- Origin: New Glasgow, Nova Scotia, Canada
- Genres: Alternative rock
- Years active: 1993–1998
- Label: Nettwerk
- Past members: Mike Smith Paul Murray Jason Archibald Scott MacFarlane Troy Shanks

= Sandbox (band) =

Canadian alternative rock band

Sandbox was a Canadian alternative rock band active in the 1990s. The band consisted of Paul Murray on lead vocals, Mike Smith and Jason Archibald on guitar, Scott MacFarlane on bass and Troy Shanks on drums.

==Formation==

Sandbox was formed by Mike Smith in New Glasgow in 1992, originally as a cover band named Sandbox Legacy.
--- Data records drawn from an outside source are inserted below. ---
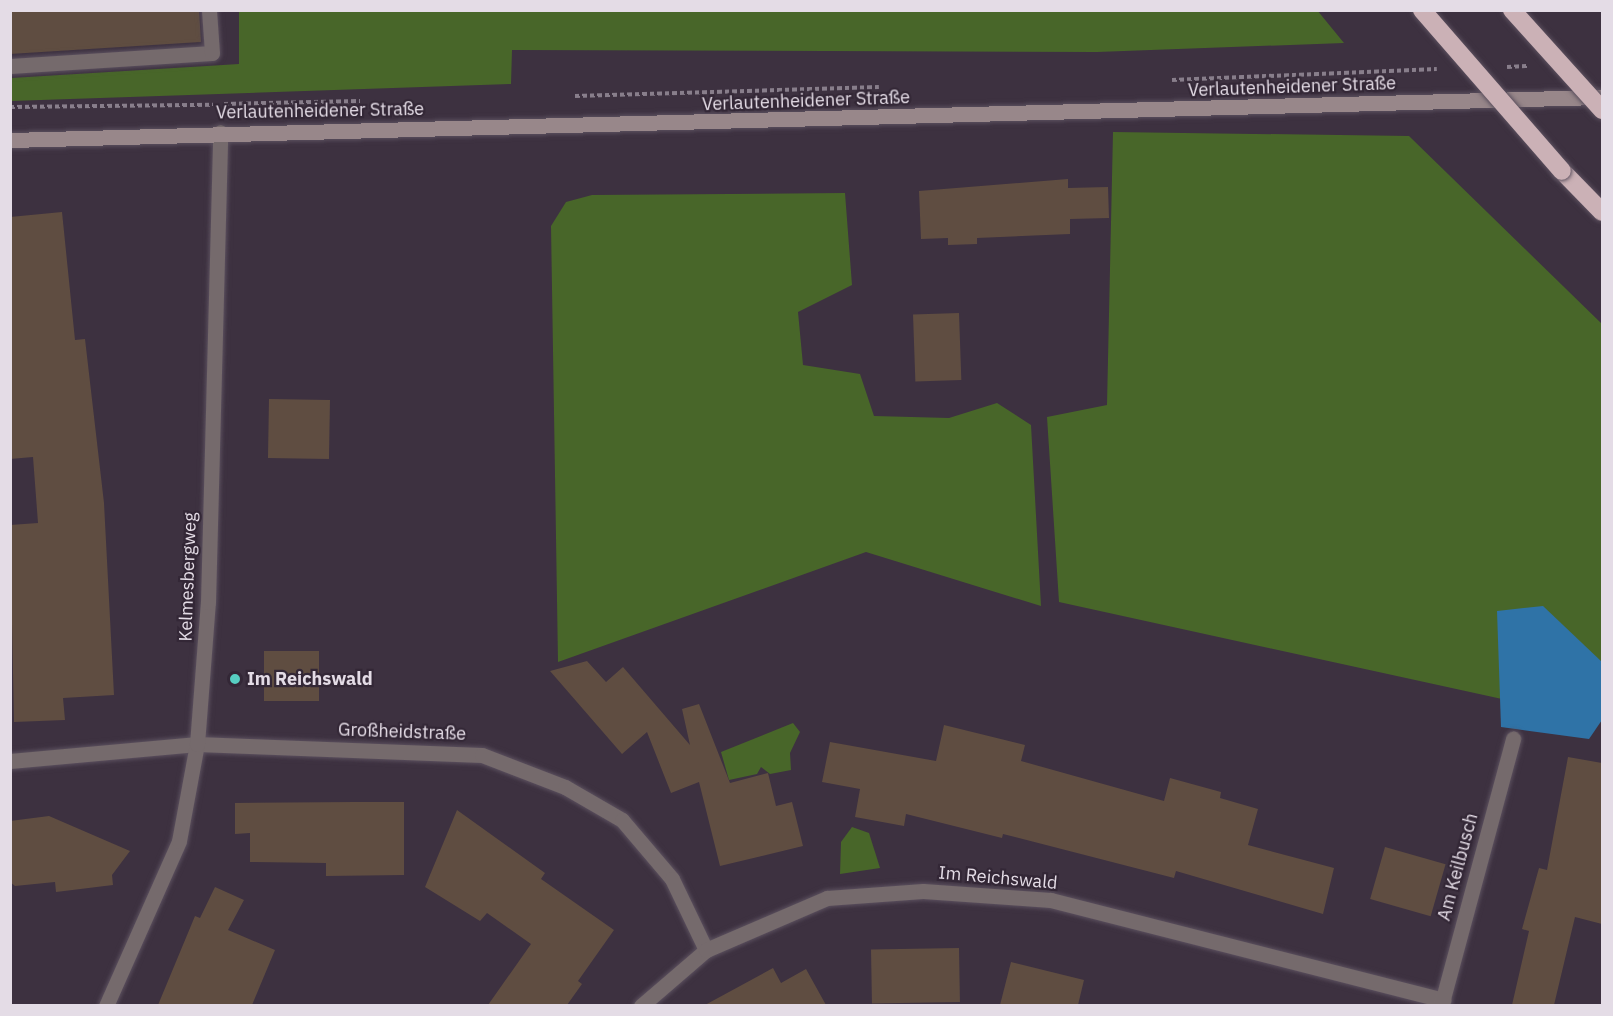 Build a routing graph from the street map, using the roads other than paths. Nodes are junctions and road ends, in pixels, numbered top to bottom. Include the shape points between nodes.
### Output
1 (209, 10) edge
2 (1422, 10) edge
3 (1512, 10) edge
4 (10, 66) edge
5 (1602, 97) edge
6 (1602, 110) edge
7 (220, 132) junction
8 (10, 140) edge
9 (1602, 212) edge
10 (1513, 739) dead end
11 (197, 744) junction
12 (10, 761) edge
13 (706, 950) junction
14 (1442, 1003) edge
15 (106, 1005) edge
16 (641, 1005) edge

1 - 4 street via 212,54
2 - 9 highway, bridge
3 - 6 highway, bridge
5 - 7 main road, Verlautenheidener Straße via 566,127
7 - 8 main road, Verlautenheidener Straße
7 - 11 street, Kelmesbergweg via 208,602
10 - 14 street, Am Keilbusch
11 - 12 street, Großheidstraße
11 - 13 street, Großheidstraße via 482,755 565,787 622,820 672,879
11 - 15 street, Kelmesbergweg via 179,841
13 - 14 street, Im Reichswald via 827,898 923,891 1051,900
13 - 16 street, Im Reichswald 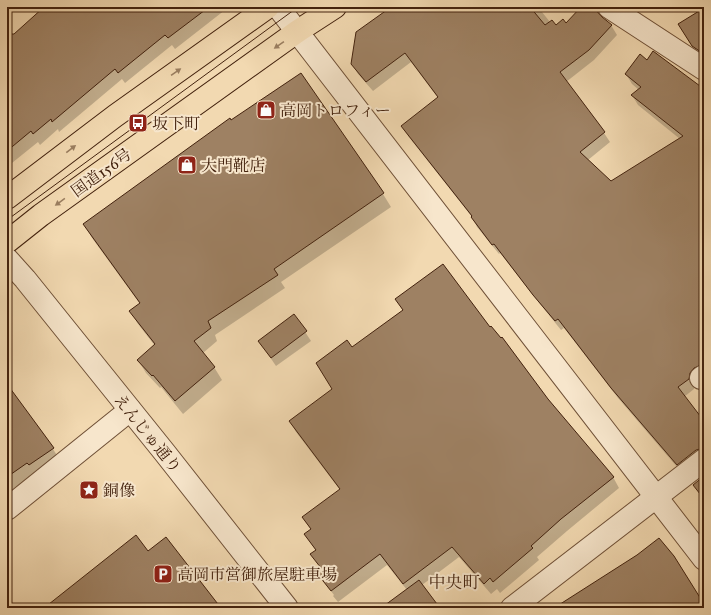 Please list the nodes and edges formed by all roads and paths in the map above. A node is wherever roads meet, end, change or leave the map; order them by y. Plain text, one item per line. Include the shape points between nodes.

Lead singer Paul Murray is the nephew of singer Anne Murray.

The band debuted with the 1993 indie EP, Maskman.

==Canadian chart success==

Their debut album Bionic was released in 1995. The album spawned their most well known singles, "Curious" and "Collide". "Curious" reached No. 34 on Canada's RPM Singles chart and No. 8 on Canada's Alternative chart, while "Collide" peaked at #57 in the RPM100. Both songs received regular airplay on MuchMusic.

They were nominated for Best New Group at the Juno Awards of 1996.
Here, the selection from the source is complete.